[Saved entries]
►

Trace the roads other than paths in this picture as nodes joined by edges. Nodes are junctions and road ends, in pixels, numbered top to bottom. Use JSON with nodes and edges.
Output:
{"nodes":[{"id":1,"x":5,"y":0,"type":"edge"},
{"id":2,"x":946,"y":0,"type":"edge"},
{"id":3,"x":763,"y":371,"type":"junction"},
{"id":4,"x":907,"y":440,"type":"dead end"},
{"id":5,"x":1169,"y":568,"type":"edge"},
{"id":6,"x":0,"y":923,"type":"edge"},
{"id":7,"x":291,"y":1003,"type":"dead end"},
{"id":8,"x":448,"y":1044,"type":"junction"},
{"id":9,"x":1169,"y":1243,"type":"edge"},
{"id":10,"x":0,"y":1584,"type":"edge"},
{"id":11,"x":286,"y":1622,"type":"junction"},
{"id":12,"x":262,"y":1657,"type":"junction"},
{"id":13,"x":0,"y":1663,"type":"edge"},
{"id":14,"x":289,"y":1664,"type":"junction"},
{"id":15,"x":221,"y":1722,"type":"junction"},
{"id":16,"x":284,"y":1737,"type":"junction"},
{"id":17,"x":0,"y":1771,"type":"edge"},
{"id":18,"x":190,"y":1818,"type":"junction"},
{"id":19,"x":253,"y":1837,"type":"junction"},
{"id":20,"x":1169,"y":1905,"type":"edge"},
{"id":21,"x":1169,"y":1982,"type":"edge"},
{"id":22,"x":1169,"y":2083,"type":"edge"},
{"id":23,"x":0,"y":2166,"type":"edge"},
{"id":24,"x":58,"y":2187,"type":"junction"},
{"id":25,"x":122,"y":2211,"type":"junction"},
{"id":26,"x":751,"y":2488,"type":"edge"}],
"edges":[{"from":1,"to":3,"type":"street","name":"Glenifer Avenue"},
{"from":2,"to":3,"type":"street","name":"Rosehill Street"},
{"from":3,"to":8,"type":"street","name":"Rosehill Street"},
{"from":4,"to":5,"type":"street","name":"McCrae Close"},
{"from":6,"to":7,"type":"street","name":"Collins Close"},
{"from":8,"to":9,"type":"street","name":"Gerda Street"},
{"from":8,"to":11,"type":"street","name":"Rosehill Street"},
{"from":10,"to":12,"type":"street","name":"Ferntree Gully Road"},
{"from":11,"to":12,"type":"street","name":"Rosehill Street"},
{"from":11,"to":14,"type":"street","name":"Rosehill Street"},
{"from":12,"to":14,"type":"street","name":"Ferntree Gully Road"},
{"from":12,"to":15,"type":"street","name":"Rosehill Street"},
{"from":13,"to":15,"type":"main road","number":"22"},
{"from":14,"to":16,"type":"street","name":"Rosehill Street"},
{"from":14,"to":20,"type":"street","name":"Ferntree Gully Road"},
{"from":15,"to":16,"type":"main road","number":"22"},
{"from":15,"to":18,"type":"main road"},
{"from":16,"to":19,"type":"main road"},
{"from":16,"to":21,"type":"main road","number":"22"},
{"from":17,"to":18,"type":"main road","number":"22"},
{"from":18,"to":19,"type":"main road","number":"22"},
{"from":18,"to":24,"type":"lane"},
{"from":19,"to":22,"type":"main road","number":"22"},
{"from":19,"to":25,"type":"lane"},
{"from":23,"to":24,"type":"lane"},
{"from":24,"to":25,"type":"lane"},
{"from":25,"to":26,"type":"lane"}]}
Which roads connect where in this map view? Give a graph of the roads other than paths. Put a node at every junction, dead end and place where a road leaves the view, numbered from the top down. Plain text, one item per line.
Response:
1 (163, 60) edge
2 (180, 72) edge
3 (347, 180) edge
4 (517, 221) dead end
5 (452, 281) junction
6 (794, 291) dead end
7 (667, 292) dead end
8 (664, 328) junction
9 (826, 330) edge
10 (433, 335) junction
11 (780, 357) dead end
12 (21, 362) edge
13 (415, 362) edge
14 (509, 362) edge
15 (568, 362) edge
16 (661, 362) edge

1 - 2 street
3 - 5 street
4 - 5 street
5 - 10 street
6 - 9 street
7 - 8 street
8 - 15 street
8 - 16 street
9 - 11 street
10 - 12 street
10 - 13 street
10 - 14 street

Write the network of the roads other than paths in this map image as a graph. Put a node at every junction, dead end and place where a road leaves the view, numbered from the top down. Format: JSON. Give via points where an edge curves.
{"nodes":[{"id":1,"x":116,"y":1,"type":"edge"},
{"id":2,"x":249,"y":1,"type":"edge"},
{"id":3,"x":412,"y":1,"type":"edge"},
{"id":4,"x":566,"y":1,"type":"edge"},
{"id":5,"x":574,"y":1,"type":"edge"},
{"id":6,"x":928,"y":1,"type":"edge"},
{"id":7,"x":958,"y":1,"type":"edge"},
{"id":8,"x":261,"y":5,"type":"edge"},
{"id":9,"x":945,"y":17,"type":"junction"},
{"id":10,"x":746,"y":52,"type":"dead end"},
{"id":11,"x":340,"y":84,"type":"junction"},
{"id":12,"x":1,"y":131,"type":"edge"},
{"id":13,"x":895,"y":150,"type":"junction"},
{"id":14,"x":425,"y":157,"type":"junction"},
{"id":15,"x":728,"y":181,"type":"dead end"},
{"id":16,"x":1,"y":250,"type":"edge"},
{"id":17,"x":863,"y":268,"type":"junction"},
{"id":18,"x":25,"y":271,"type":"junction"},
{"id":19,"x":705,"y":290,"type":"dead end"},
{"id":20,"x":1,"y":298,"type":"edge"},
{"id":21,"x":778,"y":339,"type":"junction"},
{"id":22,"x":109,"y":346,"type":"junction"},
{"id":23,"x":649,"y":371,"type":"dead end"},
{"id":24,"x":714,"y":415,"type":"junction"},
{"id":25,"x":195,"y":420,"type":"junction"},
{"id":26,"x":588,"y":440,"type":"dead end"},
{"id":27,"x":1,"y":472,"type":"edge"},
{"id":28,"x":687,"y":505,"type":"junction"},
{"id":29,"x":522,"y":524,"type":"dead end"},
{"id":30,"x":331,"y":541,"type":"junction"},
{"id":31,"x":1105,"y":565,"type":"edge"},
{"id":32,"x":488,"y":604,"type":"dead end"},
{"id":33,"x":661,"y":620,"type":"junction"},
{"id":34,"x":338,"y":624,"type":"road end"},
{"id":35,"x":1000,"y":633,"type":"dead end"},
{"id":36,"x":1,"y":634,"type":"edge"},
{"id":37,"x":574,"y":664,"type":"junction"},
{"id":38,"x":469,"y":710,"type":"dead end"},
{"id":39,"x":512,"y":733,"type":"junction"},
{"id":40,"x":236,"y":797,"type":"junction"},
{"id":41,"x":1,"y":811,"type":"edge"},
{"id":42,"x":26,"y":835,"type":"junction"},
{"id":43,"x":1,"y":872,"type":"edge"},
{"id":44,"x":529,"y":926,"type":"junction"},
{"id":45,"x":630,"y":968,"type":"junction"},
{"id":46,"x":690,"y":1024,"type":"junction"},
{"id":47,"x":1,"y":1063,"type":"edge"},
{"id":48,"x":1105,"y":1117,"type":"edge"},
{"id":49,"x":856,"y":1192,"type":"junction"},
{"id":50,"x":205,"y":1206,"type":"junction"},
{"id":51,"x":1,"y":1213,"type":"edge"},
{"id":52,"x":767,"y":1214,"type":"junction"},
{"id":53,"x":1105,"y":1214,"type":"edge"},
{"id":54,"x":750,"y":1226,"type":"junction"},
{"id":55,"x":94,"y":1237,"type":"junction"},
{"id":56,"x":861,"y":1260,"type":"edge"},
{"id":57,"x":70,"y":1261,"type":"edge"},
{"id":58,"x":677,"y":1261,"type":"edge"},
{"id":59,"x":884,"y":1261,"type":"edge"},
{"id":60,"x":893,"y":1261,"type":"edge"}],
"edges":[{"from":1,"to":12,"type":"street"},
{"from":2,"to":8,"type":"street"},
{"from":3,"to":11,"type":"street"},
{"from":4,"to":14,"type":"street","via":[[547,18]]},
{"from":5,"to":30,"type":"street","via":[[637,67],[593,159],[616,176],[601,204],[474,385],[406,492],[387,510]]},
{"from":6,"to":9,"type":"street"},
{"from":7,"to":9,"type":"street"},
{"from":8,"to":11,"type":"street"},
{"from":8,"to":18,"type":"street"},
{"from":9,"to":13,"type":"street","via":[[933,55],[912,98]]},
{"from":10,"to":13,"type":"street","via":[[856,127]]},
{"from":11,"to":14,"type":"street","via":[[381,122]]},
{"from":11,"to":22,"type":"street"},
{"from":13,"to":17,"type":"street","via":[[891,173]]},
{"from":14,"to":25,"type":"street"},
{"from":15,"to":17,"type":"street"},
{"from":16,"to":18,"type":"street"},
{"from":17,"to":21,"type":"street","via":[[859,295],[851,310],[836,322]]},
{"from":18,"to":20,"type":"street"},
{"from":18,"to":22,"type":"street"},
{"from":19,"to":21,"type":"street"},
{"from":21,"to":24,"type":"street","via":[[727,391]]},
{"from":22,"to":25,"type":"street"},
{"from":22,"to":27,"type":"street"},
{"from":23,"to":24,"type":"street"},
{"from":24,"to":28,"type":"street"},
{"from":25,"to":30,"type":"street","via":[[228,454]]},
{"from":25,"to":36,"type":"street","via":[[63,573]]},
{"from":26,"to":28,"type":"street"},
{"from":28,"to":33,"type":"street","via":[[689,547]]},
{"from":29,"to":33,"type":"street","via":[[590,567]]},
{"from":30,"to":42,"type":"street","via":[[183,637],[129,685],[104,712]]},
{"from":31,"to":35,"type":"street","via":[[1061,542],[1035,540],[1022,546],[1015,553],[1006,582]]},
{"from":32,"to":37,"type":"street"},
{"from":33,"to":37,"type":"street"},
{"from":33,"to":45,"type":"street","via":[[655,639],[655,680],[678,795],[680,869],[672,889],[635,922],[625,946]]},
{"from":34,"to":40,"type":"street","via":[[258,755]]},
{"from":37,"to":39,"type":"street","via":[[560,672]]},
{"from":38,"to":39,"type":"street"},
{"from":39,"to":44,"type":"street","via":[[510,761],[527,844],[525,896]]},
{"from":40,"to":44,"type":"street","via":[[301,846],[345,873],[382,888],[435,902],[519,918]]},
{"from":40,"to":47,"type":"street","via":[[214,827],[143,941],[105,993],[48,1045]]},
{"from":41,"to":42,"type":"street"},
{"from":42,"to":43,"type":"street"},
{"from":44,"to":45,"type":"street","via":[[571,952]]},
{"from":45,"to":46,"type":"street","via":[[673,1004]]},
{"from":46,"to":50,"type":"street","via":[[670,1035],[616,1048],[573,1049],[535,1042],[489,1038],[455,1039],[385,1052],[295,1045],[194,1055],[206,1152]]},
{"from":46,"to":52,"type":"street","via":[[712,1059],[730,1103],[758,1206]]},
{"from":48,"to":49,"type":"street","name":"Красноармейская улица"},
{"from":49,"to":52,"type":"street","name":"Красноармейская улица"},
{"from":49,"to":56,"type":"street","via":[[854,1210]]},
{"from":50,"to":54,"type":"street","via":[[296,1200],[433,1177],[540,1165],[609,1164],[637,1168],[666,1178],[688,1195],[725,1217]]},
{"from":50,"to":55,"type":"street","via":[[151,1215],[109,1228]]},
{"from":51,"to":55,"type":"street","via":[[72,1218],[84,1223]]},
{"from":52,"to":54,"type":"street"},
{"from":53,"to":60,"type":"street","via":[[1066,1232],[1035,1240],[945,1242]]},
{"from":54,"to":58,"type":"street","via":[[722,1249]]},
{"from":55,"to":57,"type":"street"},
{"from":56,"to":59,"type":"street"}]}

◄

WORK REQUIRED:
From the data above, copy every line where "Close" appears.

YOUR RESPONSE:
{"from":4,"to":5,"type":"street","name":"McCrae Close"},
{"from":6,"to":7,"type":"street","name":"Collins Close"},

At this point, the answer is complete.